Evocation>Enchantment?


#1

This is a question I’ve had since I first came here, and it may be a stupid question but I figure I’ll see what insight y’all can lend. When I think of the three main necessary skills of a magus, I would have thought of the two listed here, soul travel and divination, but the third (actually frankly first) I’d have thought of would be enchantment rather than evocation.

Is it that evocation just tends to be much more powerful than the magician using his own power to enchant? Or that evocation at the end of the day does more to empower the magician altogether because of everything that can be learned and acquired from ancient and powerful spirits?

I mean, frankly I feel like I’ve answered my own question here, but I’m just wondering, should the importance of mastering personal spellcasting be considered ancillary to evocation since it’s just not as useful overall?


#2

Well, it depends on your definition of course, but enchanting is generally considered relegated to creating magickal tools, so it’s a subset skill of general magickal practice/spellcasting. Around here, most of us call it charging or consecrating when we create or empower magickal tools, for reference.

Evocation can be used to duplicate the effects of most if not all spells, including enchantments. Evocation can also be used to learn how to perform said spells. Evocation also has the added bonus that it generally uses the power/energy of the entities, rather than your own power/energy, to create the desired effect, saving your resources for other matters.

So yes, evocation is greater than enchantment. In purpose, scope, and power.

Evocation, ultimately, is a direct way of harnessing power toward your goals - thus it’s place in the 3GP. Divination lets you KNOW anything, Soul Travel lets you BE anywhere, Evocation lets you DO anything.


#3

I think I may gather from the poster’s use of the term “enchantment,” he meant general spellcasting. If I’m wrong, do correct me.

The question then is, how is evocation a more necessary - as well as more powerful - form of magick, as to be listed amongst the 3 Godlike Powers. Again, this is running on the above assumption of the definition of “enchantment.”

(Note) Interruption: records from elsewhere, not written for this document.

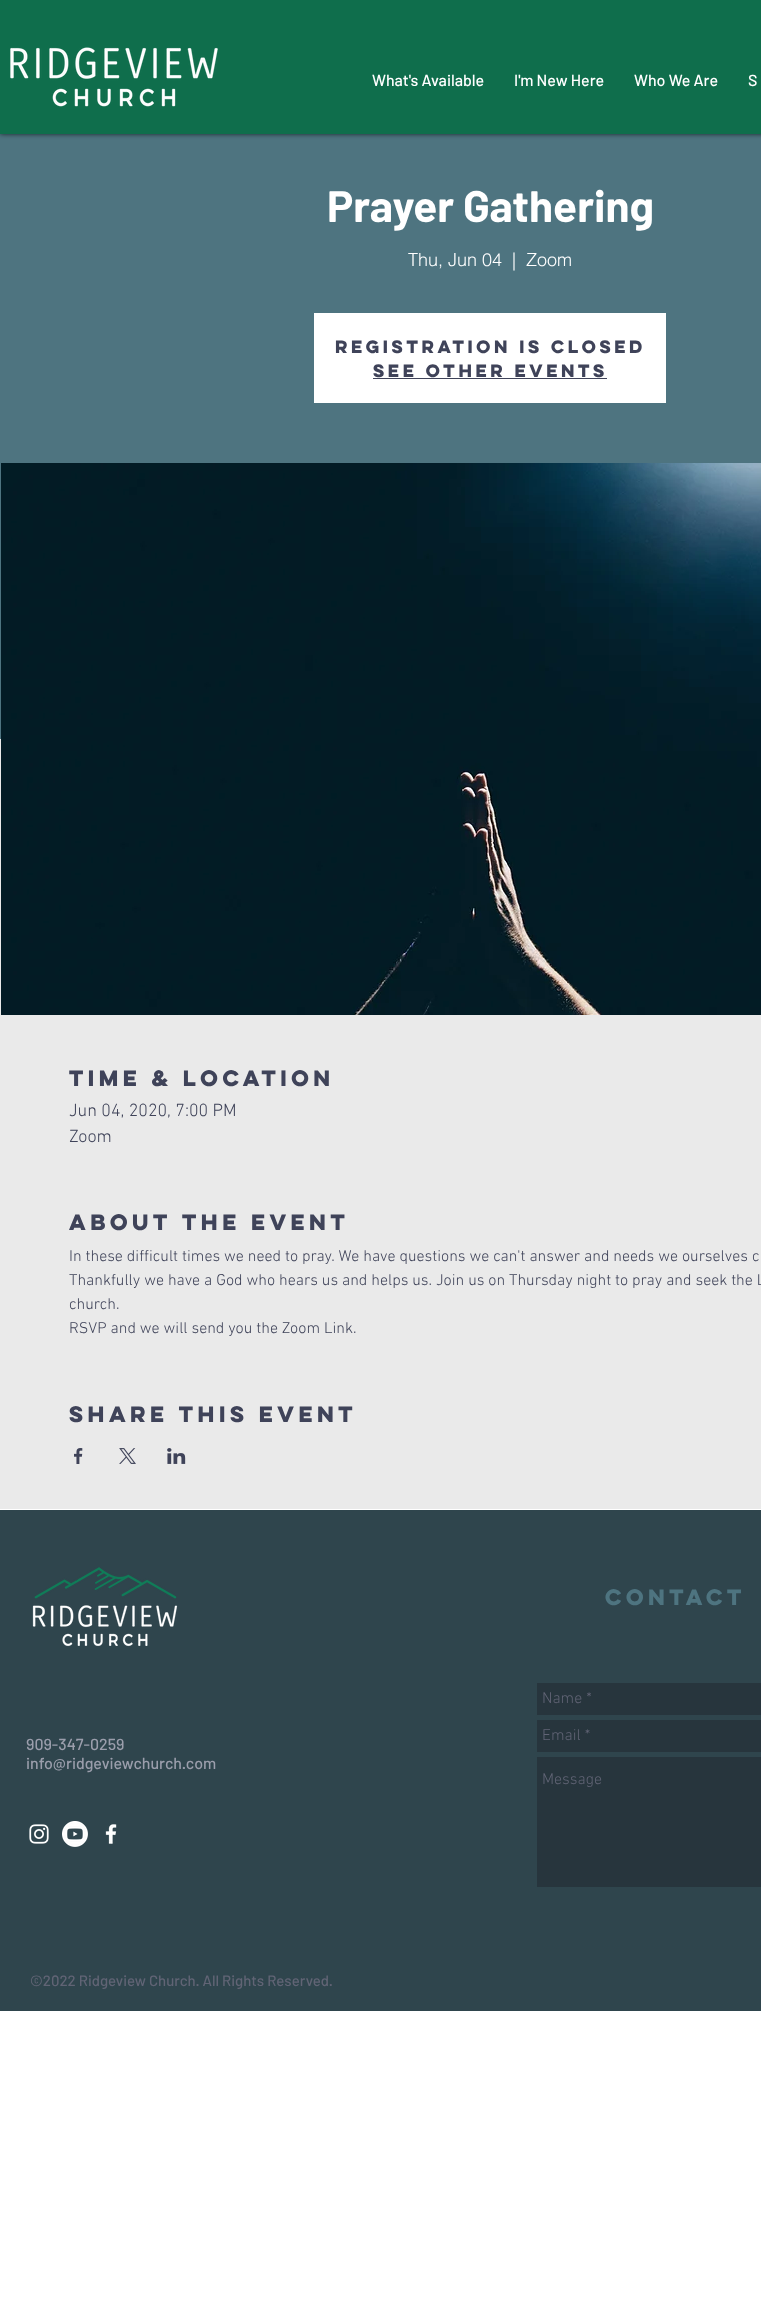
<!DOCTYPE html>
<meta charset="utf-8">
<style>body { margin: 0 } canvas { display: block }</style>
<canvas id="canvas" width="761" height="2316"></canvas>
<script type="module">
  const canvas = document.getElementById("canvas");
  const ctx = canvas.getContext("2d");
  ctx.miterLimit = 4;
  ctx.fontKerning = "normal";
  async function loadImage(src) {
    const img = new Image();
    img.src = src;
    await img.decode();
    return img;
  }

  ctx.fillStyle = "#ffffff";
  ctx.fillRect(0, 0, 761, 2316);
  ctx.fillStyle = "#4e7480";
  ctx.fillRect(0, 134, 761, 605);
  ctx.fillStyle = "rgba(0, 0, 0, 0.7)";
  ctx.filter = "blur(2.5px)";
  ctx.beginPath();
  ctx.rect(0, 0, 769, 134);
  ctx.fill();
  ctx.filter = "none";
  ctx.fillStyle = "#0f6e4c";
  ctx.fillRect(0, 0, 761, 134);
  ctx.drawImage(await loadImage("img1.png"), 10, 47, 208, 60);
  ctx.font = "500 16px Barlow";
  ctx.fillStyle = "#ffffff";
  ctx.fillText("What's Available", 372, 86);
  ctx.fillText("I'm New Here", 514, 86);
  ctx.fillText("Who We Are", 634, 86);
  ctx.fillText("S", 748, 86);
  ctx.font = "bold 44px Barlow";
  ctx.fillText("Prayer Gathering", 327, 222);
  ctx.font = "300 18px helvetica";
  ctx.fillText("Thu, Jun 04", 408, 266);
  ctx.fillText("|", 512, 266);
  ctx.fillText("Zoom", 526, 266);
  ctx.fillRect(314, 313, 352, 90);
  ctx.font = "bold 16px 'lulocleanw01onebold'";
  ctx.fillStyle = "#3f4359";
  ctx.fillText("Registration is Closed", 335, 353);
  ctx.fillText("See other events", 373, 377);
  ctx.fillRect(373, 378, 234, 1);
  ctx.fillStyle = "#eaeaea";
  ctx.fillRect(0, 739, 761, 770);
  ctx.drawImage(await loadImage("img2.png"), 1, 463, 760, 552);
  ctx.font = "bold 20px 'lulocleanw01onebold'";
  ctx.fillStyle = "#3f4359";
  ctx.fillText("Time & Location", 69, 1086);
  ctx.font = "300 18px 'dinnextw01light'";
  ctx.fillText("Jun 04, 2020, 7:00 PM", 69, 1116);
  ctx.fillText("Zoom", 69, 1142);
  ctx.font = "bold 20px 'lulocleanw01onebold'";
  ctx.fillText("About The Event", 69, 1230);
  ctx.font = "300 16px 'dinnextw01light'";
  ctx.fillText("In these difficult times we need to pray. We have questions we can't answer and needs we ourselves c", 69, 1261);
  ctx.fillText("Thankfully we have a God who hears us and helps us. Join us on Thursday night to pray and seek the L", 69, 1285);
  ctx.fillText("church.", 69, 1309);
  ctx.fillText("RSVP and we will send you the Zoom Link.", 69, 1333);
  ctx.font = "bold 20px 'lulocleanw01onebold'";
  ctx.fillText("Share this Event", 69, 1422);
  ctx.drawImage(await loadImage("img3.png"), 74, 1448, 9, 16);
  ctx.drawImage(await loadImage("img4.png"), 119, 1448, 17, 16);
  ctx.drawImage(await loadImage("img5.png"), 167, 1448, 19, 16);
  ctx.fillStyle = "#2f454d";
  ctx.fillRect(0, 1510, 761, 501);
  ctx.drawImage(await loadImage("img6.png"), 32, 1567, 146, 80);
  ctx.fillStyle = "#4e7480";
  ctx.fillText("Contact", 605, 1605);
  ctx.font = "500 16px Barlow";
  ctx.fillStyle = "#9b9eac";
  ctx.fillText("909-347-0259", 26, 1750);
  ctx.fillText("info@ridgeviewchurch.com", 26, 1769);
  ctx.fillStyle = "#27353d";
  ctx.fillRect(537, 1683, 224, 32);
  ctx.font = "300 16px 'dinnextw01light'";
  ctx.fillStyle = "#616475";
  ctx.fillText("Name *", 542, 1703);
  ctx.fillStyle = "#27353d";
  ctx.fillRect(537, 1720, 224, 32);
  ctx.fillStyle = "#616475";
  ctx.fillText("Email *", 542, 1740);
  ctx.fillStyle = "#27353d";
  ctx.fillRect(537, 1757, 224, 130);
  ctx.fillStyle = "#616475";
  ctx.fillText("Message", 542, 1784);
  ctx.drawImage(await loadImage("img7.png"), 29, 1824, 20, 20);
  ctx.drawImage(await loadImage("img8.png"), 62, 1821, 26, 26);
  ctx.drawImage(await loadImage("img9.png"), 105, 1824, 12, 20);
  ctx.font = "500 15px Barlow";
  ctx.fillText("©2022 Ridgeview Church. All Rights Reserved.", 30, 1986);
</script>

The real issue with spellcasting is that there is no one way to do it. It’s not a system and method on its own. In fact, you’ll notice that in most more potent forms of spellcasting, evocation is relied on heavily. Rather than just stabbing a clay figure, instead call on the Gatekeepers while you stab a clay figure. Rather than just lighting some candles, call the watchtowers before you do your spell. While these are not evocation proper, but more like simple salutations, they are not being performed as evocations because it’s never been made clear (until now) that these forces need to be evoked, and that that is what is meant by the word “called.”


#4

Yea when I said enchantment I just meant general spellcasting. That’s what I’ve always thought the word meant.


#5

Definition of enchantment
noun
[mass noun]

1a feeling of great pleasure; delight:the enchantment of the mountains

2the state of being under a spell; magic:a world of mystery and enchantment

enchantment (n.) Look up enchantment at Dictionary.com
late 13c., from Old French encantement, from enchanter “bewitch, charm,” from Latin incantare, literally “enchant, cast a (magic) spell upon,” from in- “upon, into” (see in- (2)) + cantare “to sing” (see chant (v.)). Figurative sense of “alluring” is from 1670s. Cf. Old English galdor “song,” also “spell, enchantment,” from galan “to sing,” source of the second element in nightingale.

It seems to refer to the casting of a spell upon something. In other words, casting a spell to bring you money from the aether would not be an enchantment.